Sedangkan aturan penyelesaian perkara Penyelesaian Hubungan Kerja secara sepihak ini dijelaskan didalam Undang-Undang nomor 2 Tahun 2004 tentang Penyelesaian Perselisihan Hubungan Industrial yang memberi syarat adanya penyelesaian melalui jalur mediasi atau arbitrase apabila perundingan bipartit tidak menghasilkan kesepakatan yang diajukan dengan adanya gugatan kepada Pengadilan Hubungan Industrial (PHI), yang dipertegas didalam pasal 5 Undang-Undang nomor 2 Tahun 2004 tentang Penyelesaian Perselisihan Hubungan Industrial yang menyatakan bahwa :
“Dalam hal penyelesaian melalui konsiliasi atau mediasi tidak mencapai kesepakatan, maka salah satu pihak dapat mengajukan gugatan kepada Pengadilan Hubungan Industrial.”
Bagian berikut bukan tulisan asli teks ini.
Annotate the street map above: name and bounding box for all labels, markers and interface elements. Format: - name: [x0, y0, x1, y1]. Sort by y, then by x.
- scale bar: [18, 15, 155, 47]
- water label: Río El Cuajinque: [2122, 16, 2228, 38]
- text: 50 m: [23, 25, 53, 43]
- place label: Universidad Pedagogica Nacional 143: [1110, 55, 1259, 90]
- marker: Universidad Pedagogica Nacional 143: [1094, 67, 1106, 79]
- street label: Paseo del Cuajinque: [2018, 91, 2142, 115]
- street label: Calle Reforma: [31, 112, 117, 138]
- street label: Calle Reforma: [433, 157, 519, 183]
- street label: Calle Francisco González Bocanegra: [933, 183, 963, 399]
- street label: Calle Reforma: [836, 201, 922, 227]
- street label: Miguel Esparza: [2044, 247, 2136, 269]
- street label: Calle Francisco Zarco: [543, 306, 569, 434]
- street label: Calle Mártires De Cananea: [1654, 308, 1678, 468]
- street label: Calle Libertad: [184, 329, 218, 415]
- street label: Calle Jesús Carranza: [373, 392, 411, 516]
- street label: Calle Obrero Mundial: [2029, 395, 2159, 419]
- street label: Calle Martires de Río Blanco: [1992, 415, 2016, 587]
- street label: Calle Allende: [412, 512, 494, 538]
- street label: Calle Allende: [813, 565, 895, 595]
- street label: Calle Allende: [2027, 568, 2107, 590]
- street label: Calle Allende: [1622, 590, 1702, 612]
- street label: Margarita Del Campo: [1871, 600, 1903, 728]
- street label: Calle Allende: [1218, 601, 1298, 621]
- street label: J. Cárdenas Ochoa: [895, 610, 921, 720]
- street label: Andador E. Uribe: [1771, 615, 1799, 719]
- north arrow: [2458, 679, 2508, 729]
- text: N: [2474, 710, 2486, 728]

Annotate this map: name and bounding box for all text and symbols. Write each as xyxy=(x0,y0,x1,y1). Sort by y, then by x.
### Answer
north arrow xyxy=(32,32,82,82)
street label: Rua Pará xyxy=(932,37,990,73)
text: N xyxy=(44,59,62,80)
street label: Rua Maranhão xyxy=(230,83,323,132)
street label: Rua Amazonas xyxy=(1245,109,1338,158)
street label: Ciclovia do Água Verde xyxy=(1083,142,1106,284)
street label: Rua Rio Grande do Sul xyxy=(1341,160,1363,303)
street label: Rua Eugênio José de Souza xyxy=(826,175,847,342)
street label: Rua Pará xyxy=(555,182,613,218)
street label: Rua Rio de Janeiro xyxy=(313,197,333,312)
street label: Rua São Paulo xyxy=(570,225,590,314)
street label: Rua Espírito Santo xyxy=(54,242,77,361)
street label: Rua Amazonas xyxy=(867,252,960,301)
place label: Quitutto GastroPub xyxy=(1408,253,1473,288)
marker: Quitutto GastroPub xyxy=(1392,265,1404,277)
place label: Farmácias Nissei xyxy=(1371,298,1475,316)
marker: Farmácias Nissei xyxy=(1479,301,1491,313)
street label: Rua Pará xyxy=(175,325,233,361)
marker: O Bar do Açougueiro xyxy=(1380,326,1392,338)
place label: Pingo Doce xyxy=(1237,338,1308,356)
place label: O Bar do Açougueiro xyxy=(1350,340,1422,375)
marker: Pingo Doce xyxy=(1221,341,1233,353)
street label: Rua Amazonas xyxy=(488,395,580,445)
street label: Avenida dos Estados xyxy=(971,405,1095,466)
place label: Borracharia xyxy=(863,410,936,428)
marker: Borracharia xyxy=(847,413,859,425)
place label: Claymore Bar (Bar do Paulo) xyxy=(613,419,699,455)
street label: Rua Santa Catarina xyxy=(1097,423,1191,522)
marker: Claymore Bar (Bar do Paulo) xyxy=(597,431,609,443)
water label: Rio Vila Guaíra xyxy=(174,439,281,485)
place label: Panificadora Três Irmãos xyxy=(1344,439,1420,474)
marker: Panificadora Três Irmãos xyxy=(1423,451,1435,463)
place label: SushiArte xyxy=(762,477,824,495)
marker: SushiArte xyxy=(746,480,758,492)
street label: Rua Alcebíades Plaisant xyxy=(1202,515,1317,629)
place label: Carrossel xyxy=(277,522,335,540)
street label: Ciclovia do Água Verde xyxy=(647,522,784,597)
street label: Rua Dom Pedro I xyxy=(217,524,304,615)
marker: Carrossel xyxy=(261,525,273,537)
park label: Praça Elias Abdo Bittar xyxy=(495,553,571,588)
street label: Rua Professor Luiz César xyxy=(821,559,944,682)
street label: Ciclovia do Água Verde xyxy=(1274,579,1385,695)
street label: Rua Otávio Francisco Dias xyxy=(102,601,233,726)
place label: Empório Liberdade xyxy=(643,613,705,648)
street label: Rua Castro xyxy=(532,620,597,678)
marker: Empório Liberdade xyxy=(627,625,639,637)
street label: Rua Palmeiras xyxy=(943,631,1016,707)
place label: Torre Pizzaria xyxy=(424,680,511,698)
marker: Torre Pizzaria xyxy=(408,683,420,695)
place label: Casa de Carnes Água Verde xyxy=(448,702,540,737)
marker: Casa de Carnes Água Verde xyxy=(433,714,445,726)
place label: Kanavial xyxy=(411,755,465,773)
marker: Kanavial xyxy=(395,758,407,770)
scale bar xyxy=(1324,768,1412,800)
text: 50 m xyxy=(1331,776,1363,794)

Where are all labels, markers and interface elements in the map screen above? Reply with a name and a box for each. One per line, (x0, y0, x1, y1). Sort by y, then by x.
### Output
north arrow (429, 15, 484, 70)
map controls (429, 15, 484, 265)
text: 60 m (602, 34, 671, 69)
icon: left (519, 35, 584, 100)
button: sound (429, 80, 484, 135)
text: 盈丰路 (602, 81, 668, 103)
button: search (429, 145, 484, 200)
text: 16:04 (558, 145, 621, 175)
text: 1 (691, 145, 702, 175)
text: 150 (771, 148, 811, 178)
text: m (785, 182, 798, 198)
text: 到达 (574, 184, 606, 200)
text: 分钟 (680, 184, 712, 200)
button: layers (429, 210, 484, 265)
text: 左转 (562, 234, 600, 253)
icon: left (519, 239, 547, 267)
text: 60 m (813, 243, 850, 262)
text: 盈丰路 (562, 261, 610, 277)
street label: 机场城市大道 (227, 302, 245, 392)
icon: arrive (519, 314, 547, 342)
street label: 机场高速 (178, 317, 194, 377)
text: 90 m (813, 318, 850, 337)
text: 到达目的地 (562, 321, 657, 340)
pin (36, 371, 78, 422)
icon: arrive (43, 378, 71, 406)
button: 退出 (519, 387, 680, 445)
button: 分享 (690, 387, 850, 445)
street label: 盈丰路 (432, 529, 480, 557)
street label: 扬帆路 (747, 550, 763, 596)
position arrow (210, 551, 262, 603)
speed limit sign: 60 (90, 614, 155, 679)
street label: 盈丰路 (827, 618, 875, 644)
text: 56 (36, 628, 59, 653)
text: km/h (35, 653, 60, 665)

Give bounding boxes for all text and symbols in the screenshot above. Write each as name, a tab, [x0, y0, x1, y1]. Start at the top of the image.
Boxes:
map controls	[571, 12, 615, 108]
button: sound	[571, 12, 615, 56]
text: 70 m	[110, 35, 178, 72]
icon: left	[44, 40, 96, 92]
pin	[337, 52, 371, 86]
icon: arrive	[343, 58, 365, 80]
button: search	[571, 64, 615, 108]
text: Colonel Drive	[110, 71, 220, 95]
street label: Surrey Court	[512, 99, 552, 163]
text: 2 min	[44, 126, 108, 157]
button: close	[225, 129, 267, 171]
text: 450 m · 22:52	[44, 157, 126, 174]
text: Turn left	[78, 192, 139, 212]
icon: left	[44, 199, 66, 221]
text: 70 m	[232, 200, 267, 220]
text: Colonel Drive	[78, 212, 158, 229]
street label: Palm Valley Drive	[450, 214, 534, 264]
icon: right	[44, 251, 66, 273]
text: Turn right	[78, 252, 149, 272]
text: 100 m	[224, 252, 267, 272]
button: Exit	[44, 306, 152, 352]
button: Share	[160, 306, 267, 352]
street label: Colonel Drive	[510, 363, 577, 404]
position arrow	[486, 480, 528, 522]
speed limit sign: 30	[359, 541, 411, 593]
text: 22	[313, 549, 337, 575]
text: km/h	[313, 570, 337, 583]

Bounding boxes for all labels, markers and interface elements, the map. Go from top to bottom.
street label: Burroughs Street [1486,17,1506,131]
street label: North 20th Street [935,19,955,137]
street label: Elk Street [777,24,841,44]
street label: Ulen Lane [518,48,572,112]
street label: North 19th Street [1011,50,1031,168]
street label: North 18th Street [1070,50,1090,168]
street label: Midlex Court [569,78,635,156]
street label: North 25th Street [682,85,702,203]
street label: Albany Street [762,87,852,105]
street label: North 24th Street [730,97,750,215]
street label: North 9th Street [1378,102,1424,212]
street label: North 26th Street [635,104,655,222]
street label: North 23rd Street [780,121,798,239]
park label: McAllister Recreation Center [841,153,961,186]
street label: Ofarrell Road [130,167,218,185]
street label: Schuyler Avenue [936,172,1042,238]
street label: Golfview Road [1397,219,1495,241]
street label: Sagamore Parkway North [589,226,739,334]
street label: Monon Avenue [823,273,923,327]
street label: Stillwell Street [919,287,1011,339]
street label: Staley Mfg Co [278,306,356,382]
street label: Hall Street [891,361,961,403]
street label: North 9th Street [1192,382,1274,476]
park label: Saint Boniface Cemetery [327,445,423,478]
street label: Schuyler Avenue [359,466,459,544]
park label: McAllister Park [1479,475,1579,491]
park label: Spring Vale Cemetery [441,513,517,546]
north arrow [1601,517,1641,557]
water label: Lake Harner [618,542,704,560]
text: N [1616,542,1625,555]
Walaupun adanya kesepakatan yang tercipta mengenai Pemutusan Hubungan Kerja yang dibuat oleh pengusaha ataupun tenaga kerja berdasarkan musyawarah mufakat yang Perjanjian bersama ini ditandatangani oleh para pihak tersebut maka wajib mendaftarkannya ke Pengadilan Hubungan Industrial pada pada Pengadilan Negeri di Wilayah keberadaan para pihak. Ketentuan diperjelas didalam Pasal 7 ayat (3) jo. Pasal 7 ayat (1) Undang-Undang nomor 2 Tahun 2004 tentang Penyelesaian Perselisihan Hubungan Industrial yang menyatakan bahwa :
Pasal 7 ayat (3)
“Perjanjian Bersama sebagaimana dimaksud dalam ayat (1) wajib didaftarkan oleh para pihak yang melakukan perjanjian pada Pengadilan Hubungan Industrial pada Pengadilan Negeri di wilayah para pihak mengadakan Perjanjian Bersama.”
Pasal 7 ayat (1)
“Dalam hal musyawarah sebagaimana dimaksud dalam Pasal 3 dapat mencapai kesepakatan penyelesaian, maka dibuat Perjanjian Bersama yang ditandatangani oleh para pihak.”
Oleh sebab itu, apabila beberapa dari kita yang tidak terima dengan alasan PHK yang diberikan Perusahan tersebut, maka kita dapat melakukan perundingan untuk menyepakati uang pesangon atau permintaan mempekerjakannya kembali. Kita yang di PHK tanpa ada alasan ini masih mendapatkan kewajiban dan hak yang harus diperjuangkan dan juga perusahaan tidak main-main dalam melakukan PHK.
Jamal berharap agar PT LAM mempertimbangkan PHK terhadap dirinya yang menurutnya sudah melanggar ketentuan undang undang.
“Seharusnya PT LAM harus melaksanakan rapat musyawarah sebelum melakukan PHK secara sepihak, karena sudah melanggar ketentuan undang undang, dan permasalahan ini akan kami hearing ke Kantor DPRD Kota Bitung, “kata Jamal.